Saved entries
-----

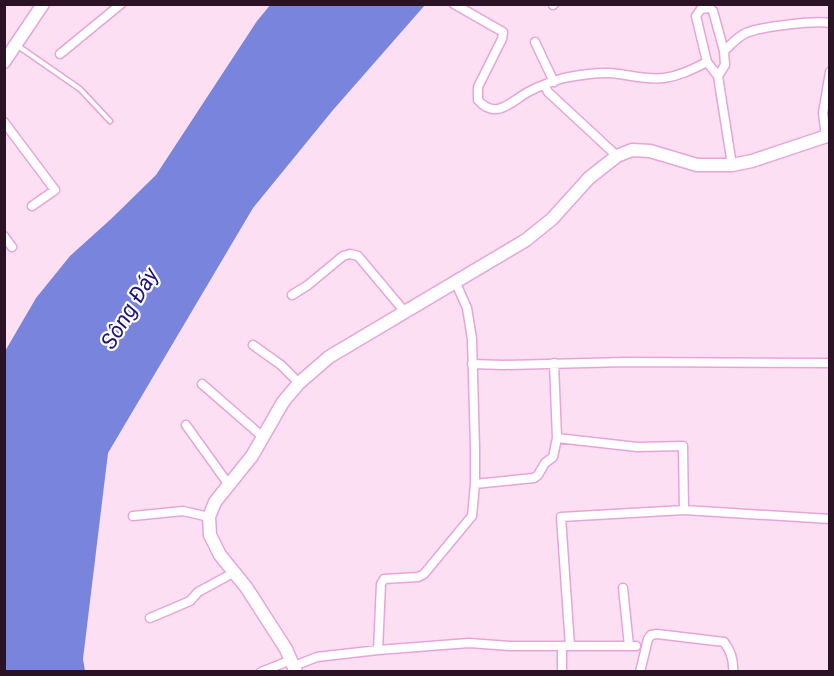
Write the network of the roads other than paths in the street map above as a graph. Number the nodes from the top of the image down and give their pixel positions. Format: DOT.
graph roads {
  1 [pos="44,4"];
  2 [pos="121,4"];
  3 [pos="454,4"];
  4 [pos="830,23"];
  5 [pos="535,42"];
  6 [pos="17,45"];
  7 [pos="724,51"];
  8 [pos="60,54"];
  9 [pos="4,62"];
  10 [pos="707,62"];
  11 [pos="830,72"];
  12 [pos="718,76"];
  13 [pos="554,82"];
  14 [pos="544,86"];
  15 [pos="110,121"];
  16 [pos="4,122"];
  17 [pos="828,140"];
  18 [pos="617,156"];
  19 [pos="731,160"];
  20 [pos="33,206"];
  21 [pos="4,236"];
  22 [pos="12,246"];
  23 [pos="455,281"];
  24 [pos="292,295"];
  25 [pos="405,312"];
  26 [pos="253,345"];
  27 [pos="555,363"];
  28 [pos="830,363"];
  29 [pos="472,364"];
  30 [pos="299,383"];
  31 [pos="202,384"];
  32 [pos="186,425"];
  33 [pos="263,437"];
  34 [pos="557,438"];
  35 [pos="475,484"];
  36 [pos="229,485"];
  37 [pos="684,510"];
  38 [pos="133,516"];
  39 [pos="209,517"];
  40 [pos="830,519"];
  41 [pos="233,573"];
  42 [pos="623,588"];
  43 [pos="150,618"];
  44 [pos="566,646"];
  45 [pos="378,650"];
  46 [pos="294,666"];
  47 [pos="261,672"];
  48 [pos="562,672"];
  49 [pos="640,672"];
  50 [pos="733,672"];
  1 -- 6 [label="street"];
  2 -- 8 [label="street"];
  3 -- 14 [label="street"];
  4 -- 7 [label="street"];
  5 -- 13 [label="street"];
  6 -- 9 [label="street"];
  6 -- 15 [label="lane"];
  7 -- 10 [label="street"];
  7 -- 12 [label="street"];
  10 -- 12 [label="street"];
  10 -- 13 [label="street"];
  11 -- 17 [label="street"];
  12 -- 19 [label="street"];
  13 -- 14 [label="street"];
  14 -- 18 [label="street"];
  16 -- 20 [label="street"];
  17 -- 19 [label="street"];
  18 -- 19 [label="street"];
  18 -- 23 [label="street"];
  21 -- 22 [label="street"];
  23 -- 25 [label="street"];
  23 -- 29 [label="street"];
  24 -- 25 [label="street"];
  25 -- 30 [label="street"];
  26 -- 30 [label="street"];
  27 -- 28 [label="street"];
  27 -- 29 [label="street"];
  27 -- 34 [label="street"];
  29 -- 35 [label="street"];
  30 -- 33 [label="street"];
  31 -- 33 [label="street"];
  32 -- 36 [label="street"];
  33 -- 36 [label="street"];
  34 -- 35 [label="street"];
  34 -- 37 [label="street"];
  35 -- 45 [label="street"];
  36 -- 39 [label="street"];
  37 -- 40 [label="street"];
  37 -- 44 [label="street"];
  38 -- 39 [label="street"];
  39 -- 41 [label="street"];
  41 -- 43 [label="street"];
  41 -- 46 [label="street"];
  42 -- 44 [label="street"];
  44 -- 45 [label="street"];
  44 -- 48 [label="street"];
  45 -- 46 [label="street"];
  46 -- 47 [label="street"];
  49 -- 50 [label="street"];
}
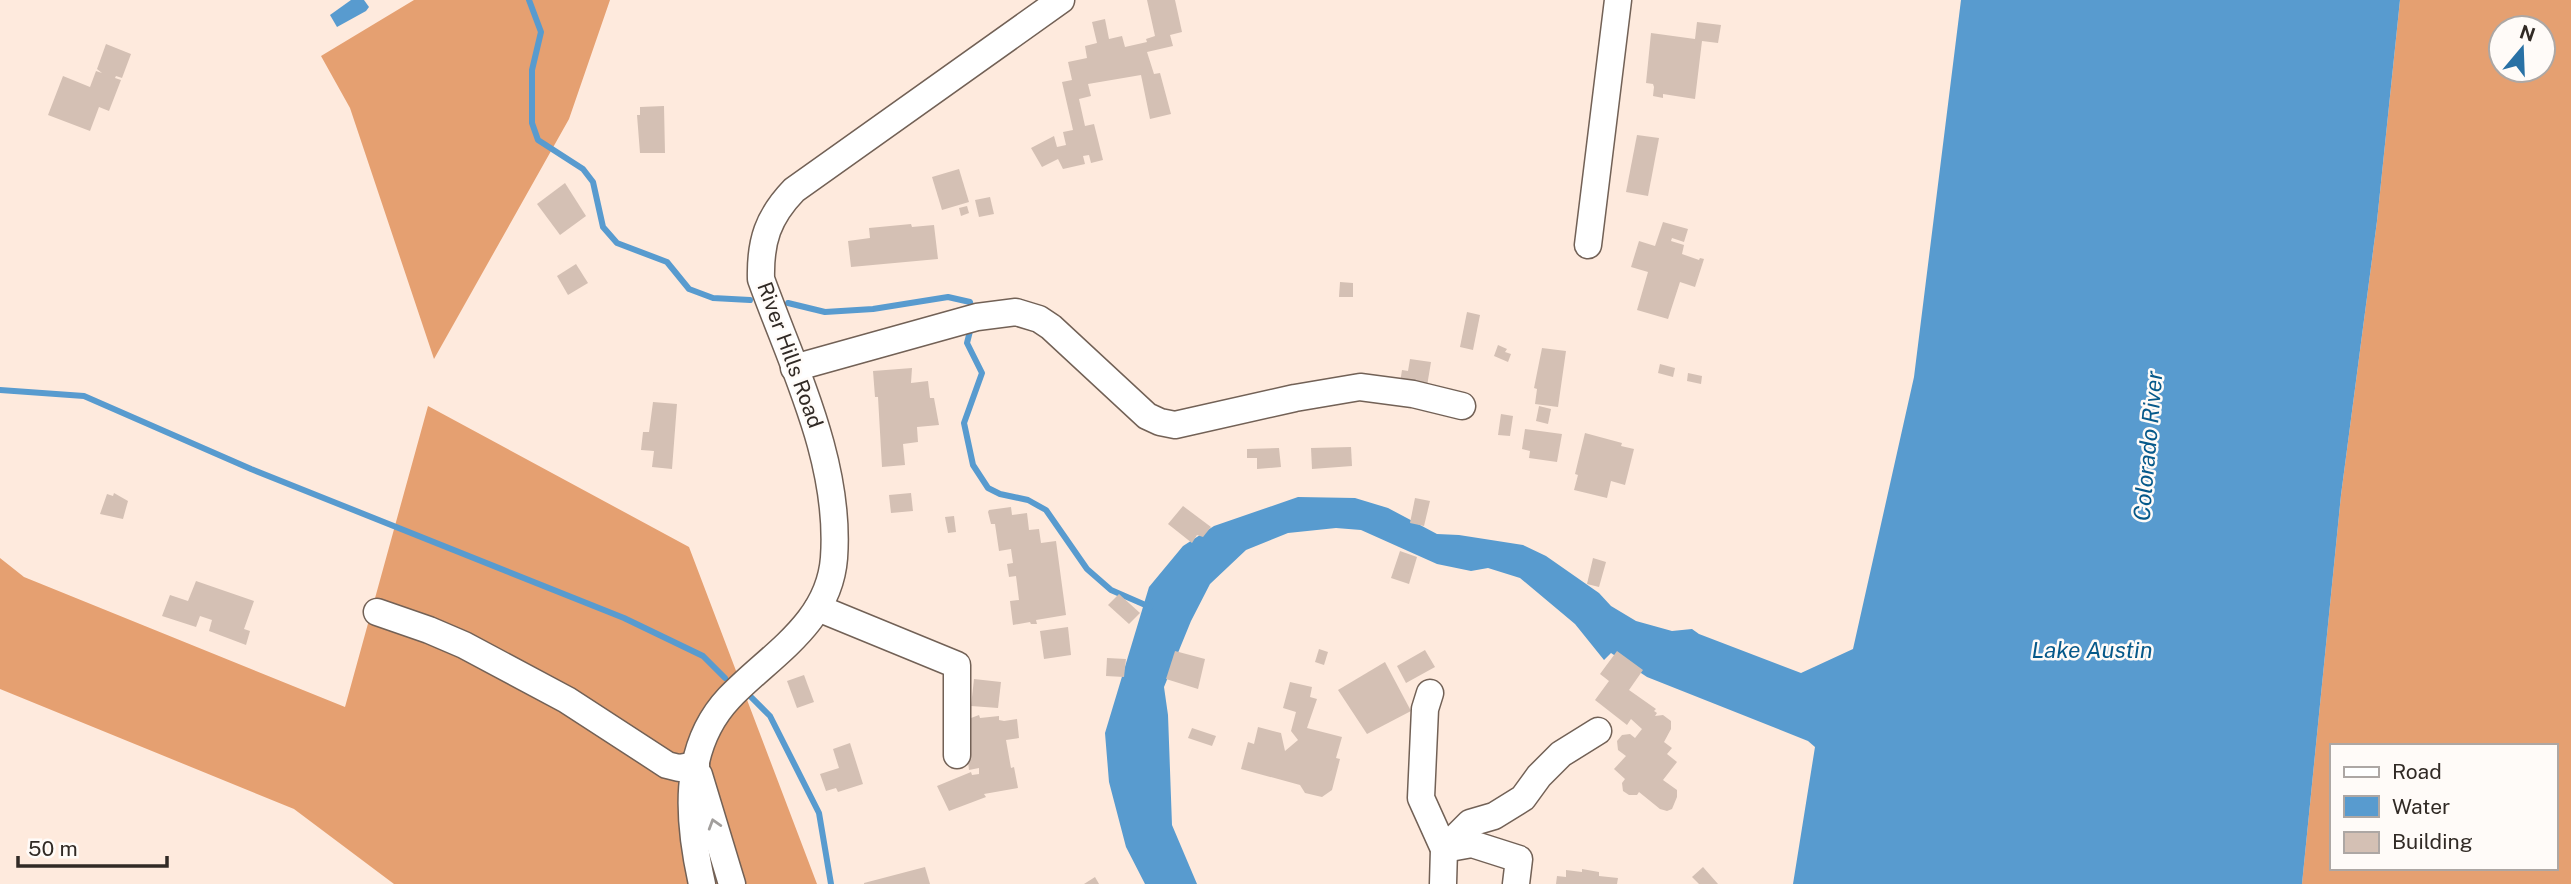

-----

> DESCRIPTION OF THE TASK:
Write every line above again exactly, but leave the pictures out.

> EXERCISE ANSWER:
Write the network of the roads other than paths in the street map above as a graph. Number the nodes from the top of the image down and give their pixel positions. Format: DOT.
graph roads {
  1 [pos="44,4"];
  2 [pos="121,4"];
  3 [pos="454,4"];
  4 [pos="830,23"];
  5 [pos="535,42"];
  6 [pos="17,45"];
  7 [pos="724,51"];
  8 [pos="60,54"];
  9 [pos="4,62"];
  10 [pos="707,62"];
  11 [pos="830,72"];
  12 [pos="718,76"];
  13 [pos="554,82"];
  14 [pos="544,86"];
  15 [pos="110,121"];
  16 [pos="4,122"];
  17 [pos="828,140"];
  18 [pos="617,156"];
  19 [pos="731,160"];
  20 [pos="33,206"];
  21 [pos="4,236"];
  22 [pos="12,246"];
  23 [pos="455,281"];
  24 [pos="292,295"];
  25 [pos="405,312"];
  26 [pos="253,345"];
  27 [pos="555,363"];
  28 [pos="830,363"];
  29 [pos="472,364"];
  30 [pos="299,383"];
  31 [pos="202,384"];
  32 [pos="186,425"];
  33 [pos="263,437"];
  34 [pos="557,438"];
  35 [pos="475,484"];
  36 [pos="229,485"];
  37 [pos="684,510"];
  38 [pos="133,516"];
  39 [pos="209,517"];
  40 [pos="830,519"];
  41 [pos="233,573"];
  42 [pos="623,588"];
  43 [pos="150,618"];
  44 [pos="566,646"];
  45 [pos="378,650"];
  46 [pos="294,666"];
  47 [pos="261,672"];
  48 [pos="562,672"];
  49 [pos="640,672"];
  50 [pos="733,672"];
  1 -- 6 [label="street"];
  2 -- 8 [label="street"];
  3 -- 14 [label="street"];
  4 -- 7 [label="street"];
  5 -- 13 [label="street"];
  6 -- 9 [label="street"];
  6 -- 15 [label="lane"];
  7 -- 10 [label="street"];
  7 -- 12 [label="street"];
  10 -- 12 [label="street"];
  10 -- 13 [label="street"];
  11 -- 17 [label="street"];
  12 -- 19 [label="street"];
  13 -- 14 [label="street"];
  14 -- 18 [label="street"];
  16 -- 20 [label="street"];
  17 -- 19 [label="street"];
  18 -- 19 [label="street"];
  18 -- 23 [label="street"];
  21 -- 22 [label="street"];
  23 -- 25 [label="street"];
  23 -- 29 [label="street"];
  24 -- 25 [label="street"];
  25 -- 30 [label="street"];
  26 -- 30 [label="street"];
  27 -- 28 [label="street"];
  27 -- 29 [label="street"];
  27 -- 34 [label="street"];
  29 -- 35 [label="street"];
  30 -- 33 [label="street"];
  31 -- 33 [label="street"];
  32 -- 36 [label="street"];
  33 -- 36 [label="street"];
  34 -- 35 [label="street"];
  34 -- 37 [label="street"];
  35 -- 45 [label="street"];
  36 -- 39 [label="street"];
  37 -- 40 [label="street"];
  37 -- 44 [label="street"];
  38 -- 39 [label="street"];
  39 -- 41 [label="street"];
  41 -- 43 [label="street"];
  41 -- 46 [label="street"];
  42 -- 44 [label="street"];
  44 -- 45 [label="street"];
  44 -- 48 [label="street"];
  45 -- 46 [label="street"];
  46 -- 47 [label="street"];
  49 -- 50 [label="street"];
}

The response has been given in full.